Empleada de hogarVivimos en unos tiempos caracterizados por la falta de tiempo para todo y por la sobreabundancia de quehaceres, lo que a menudo nos genera estrés, ansiedad y una desesperante sensación de no poder afrontar las muchas tareas que se nos acumulan. Es por ello que se habla de los no pocos beneficios de las empleadas del hogar: profesionales con el bagaje de conocimientos para ayudarnos en las labores de la casa, y descargarnos con ello de tales deberes.

Pero esos múltiples y variopintos beneficios de las empleadas del hogar no se limitan a eso, sino que van mucho más allá: beneficios fiscales, por ejemplo. Veamos qué beneficios comporta esta relación laboral desde los dos términos implicados: el empleador y la empleada.

Beneficios desde la perspectiva del empleador

Desde el prisma particular del empleador y sus intereses específicos, contratar a una trabajadora doméstica comporta varios parabienes:

  • Por lo pronto, nos desembaraza de las tareas del hogar, con lo cual no tenemos que preocuparnos más por ellos.
  • Además, puede hacer compañía a nuestros seres queridos y atenderlos cuando nosotros no podamos estar en casa.
  • También el contrato con la empleada doméstica, dependiendo de su antigüedad, podrá conllevar ventajas fiscales y tributarias, y ahorrarnos un considerable porcentaje de la cuota a aportar por la persona empleadora en la Seguridad Social.

Estas son las principales ventajas, pero hay otras más. En todo caso, la empleada doméstica es un apoyo de gran importancia para hacer nuestro día a día más llevadero.

Beneficios desde la perspectiva de la empleada

También existen beneficios desde esta perspectiva, pues el ordenamiento legal asegura unas condiciones de trabajo dignas para la empleada doméstica y tiende a cubrir sus necesidades más apremiantes.
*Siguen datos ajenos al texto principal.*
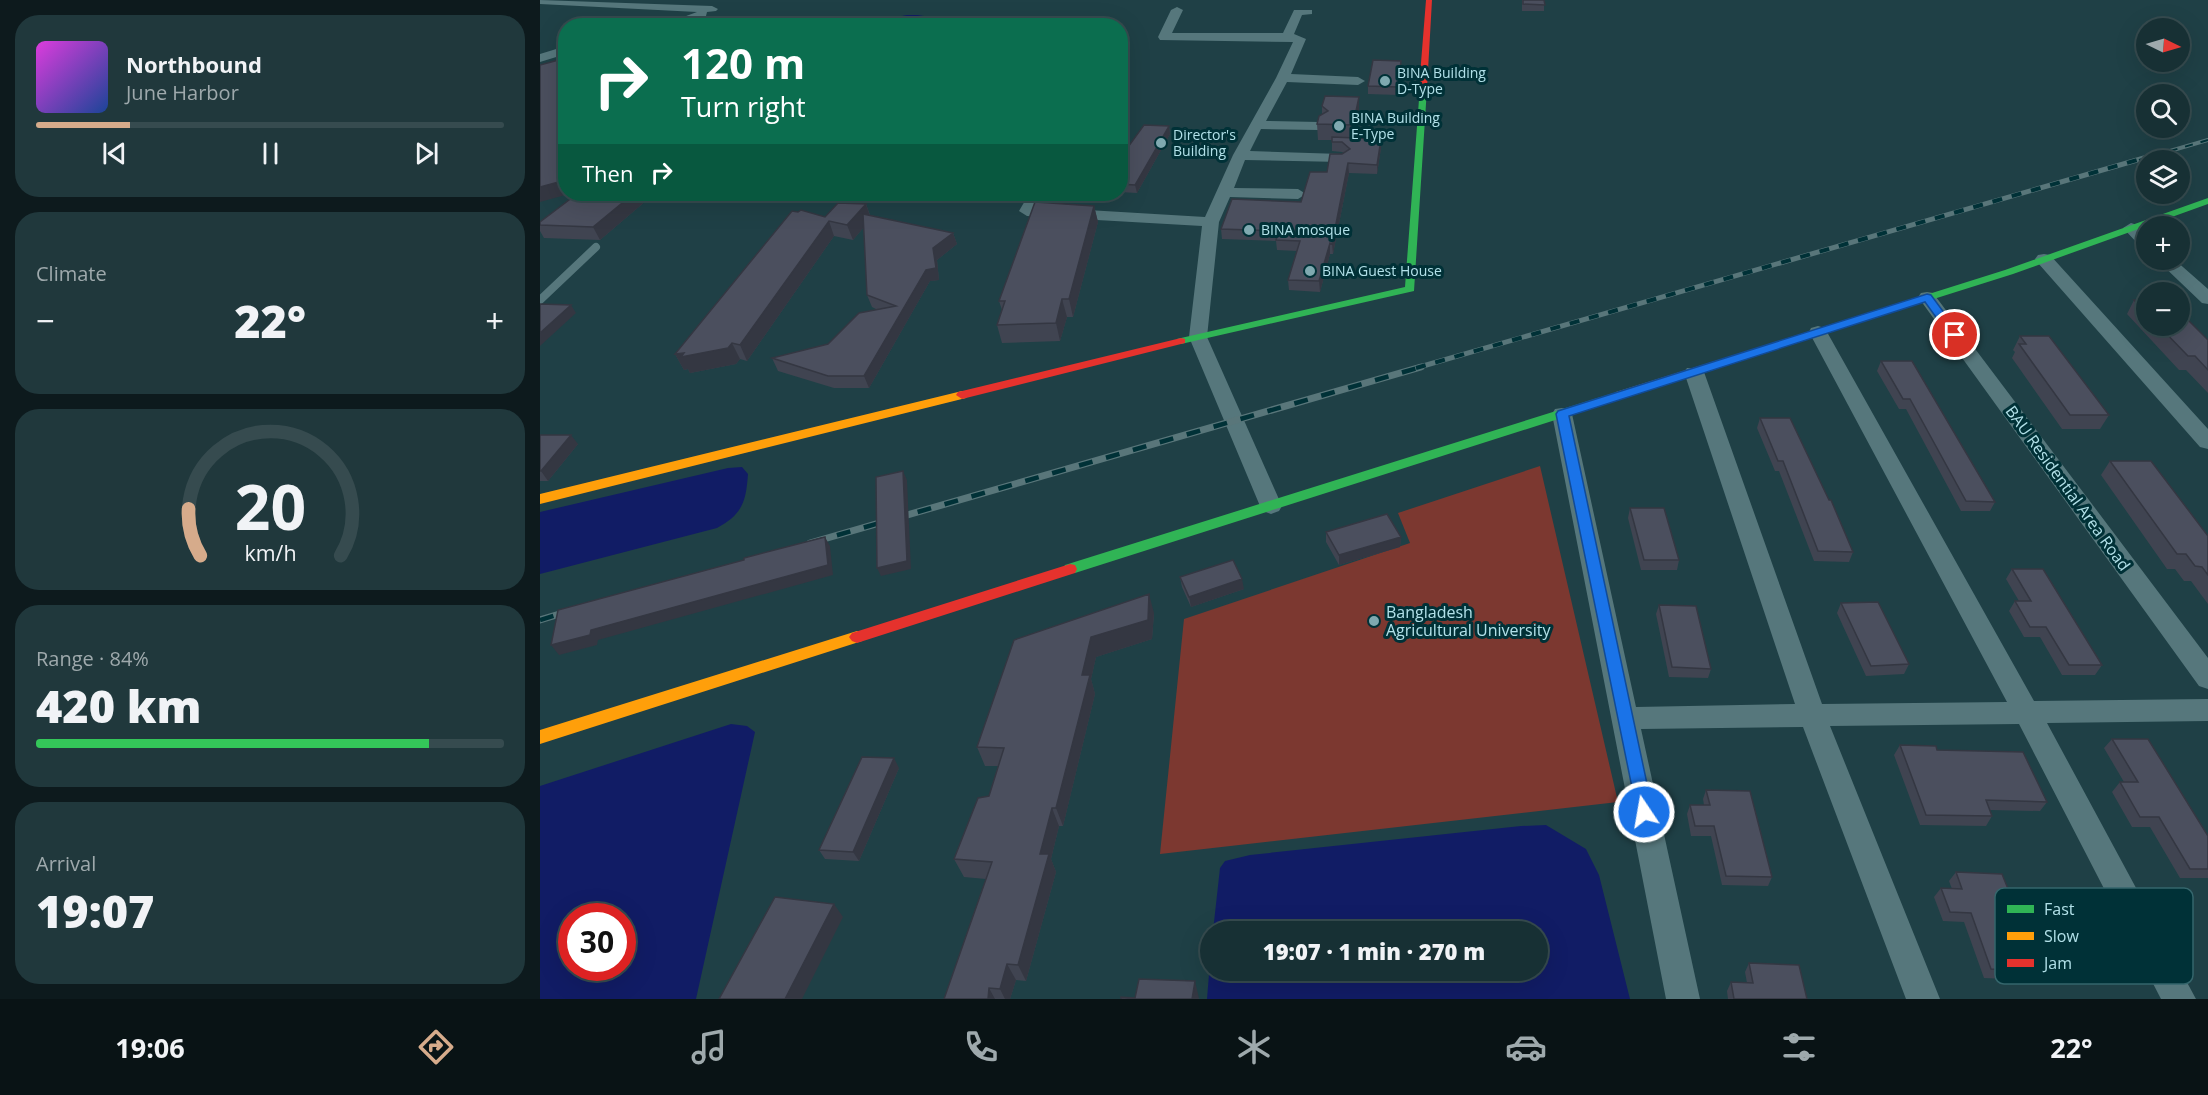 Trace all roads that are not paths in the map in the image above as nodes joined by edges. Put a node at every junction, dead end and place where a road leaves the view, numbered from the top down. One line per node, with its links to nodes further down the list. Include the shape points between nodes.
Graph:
1 (723, 0): 4 (street)
2 (1429, 0): 31 (street, via 1410,289)
3 (540, 1): 4 (street)
4 (712, 9): 7 (street)
5 (1177, 10): 8 (street, via 1164,37)
6 (1308, 12): 8 (street, via 1298,12)
7 (694, 18)
8 (1287, 36): 11 (street, via 1300,39)
9 (558, 52): 10 (street)
10 (540, 58)
11 (1283, 78): 12 (street); 13 (street)
12 (1358, 81)
13 (1257, 125): 14 (street); 15 (street)
14 (1319, 126)
15 (1239, 155): 16 (street); 17 (street)
16 (1341, 158)
17 (1222, 192): 18 (street, via 1270,201); 21 (street)
18 (1298, 194)
19 (1033, 201): 21 (street, via 1027,211)
20 (2208, 201): 22 (street)
21 (1211, 222): 31 (street)
22 (2131, 228): 23 (street); 25 (street)
23 (2136, 233)
24 (596, 247): 29 (lane)
25 (2044, 259): 27 (street); 34 (street)
26 (2176, 270): 28 (street)
27 (1927, 297): 30 (street); 37 (street, BAU Residential Area Road)
28 (2208, 299)
29 (540, 300)
30 (1818, 332): 32 (street); 39 (street)
31 (1198, 337): 35 (street); 36 (street)
32 (1694, 372): 33 (street); 40 (street)
33 (1562, 414): 36 (street); 41 (street)
34 (2208, 442)
35 (540, 499)
36 (1271, 506): 42 (street)
37 (2208, 678)
38 (2208, 710): 39 (street)
39 (2027, 713): 40 (street); 43 (street)
40 (1812, 716): 41 (street); 46 (street)
41 (1625, 718): 45 (street)
42 (540, 737)
43 (2120, 888)
44 (2171, 984): 47 (street)
45 (1683, 999)
46 (1923, 999)
47 (2179, 999)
Así:

  • Tienen garantizado un salario mínimo interprofesional con que poder subvenir al menos una serie de necesidades básicas, y que queda establecido anualmente por el Consejo de Ministros.
  • Asimismo se les garantiza un régimen de descanso de 36 horas semanales sin interrupción. También un régimen de vacaciones, días libres y permisos, en cuyo caso podrán cubrir las situaciones personales y familiares de urgencia como la maternidad, lactancia, etc.
  • Igualmente se les garantiza un régimen de bajas, para cubrir por ejemplo los accidentes, enfermedades, y otros percances y situaciones por los cuales la trabajadora no pueda eventualmente asistir a su puesto. En estos casos concretos, además hay que tener en cuenta que las empresas de contratación de servicios a domicilio pueden proporcionar una suplente de forma absolutamente inmediata y sin demora.
  • La jubilación, por supuesto. Los años trabajados contarán para proporcionar a la trabajadora un retiro digno cuando por su avanzada edad ya no sea recomendable que continúe ejerciendo su oficio.

Cuáles son las funciones de una empleada del hogar: cómo pueden ayudarnos en casa

Entre los variados beneficios de las empleadas del hogar, se halla el más directo y sencillo de todos, como es el conjunto de labores que pueden cubrir con gran eficacia, desembarazándonos así de la sobrecarga de que hablábamos. Estas labores serían:

  • Limpieza. Para ello deben poseer un amplio conocimiento de los productos y útiles que han de emplear, y que deben aplicarse de forma específica a cada superficie y cada tipo de suciedad.
  • Cocina. Muchas veces, además, la empleada doméstica puede librarnos del engorroso trabajo culinario, y ofrecernos platos de gran calidad.
  • Hacer la compra de la casa. La empleada doméstica puede seleccionar los mejores productos y alimentos para nuestro hogar.
  • Conducir. También es frecuente que las empleadas del hogar sepa conducir, y así pueda llevar a los niños y ancianos de la casa a los lugares a los que necesiten acudir.
  • Hacer compañía a las personas que lo necesiten, como los mayores y niños.

Así, bien puede decirse que la empleada del hogar es la mejor ayuda para nuestra casa, y un gran aliado contra la sobrecarga y el estrés.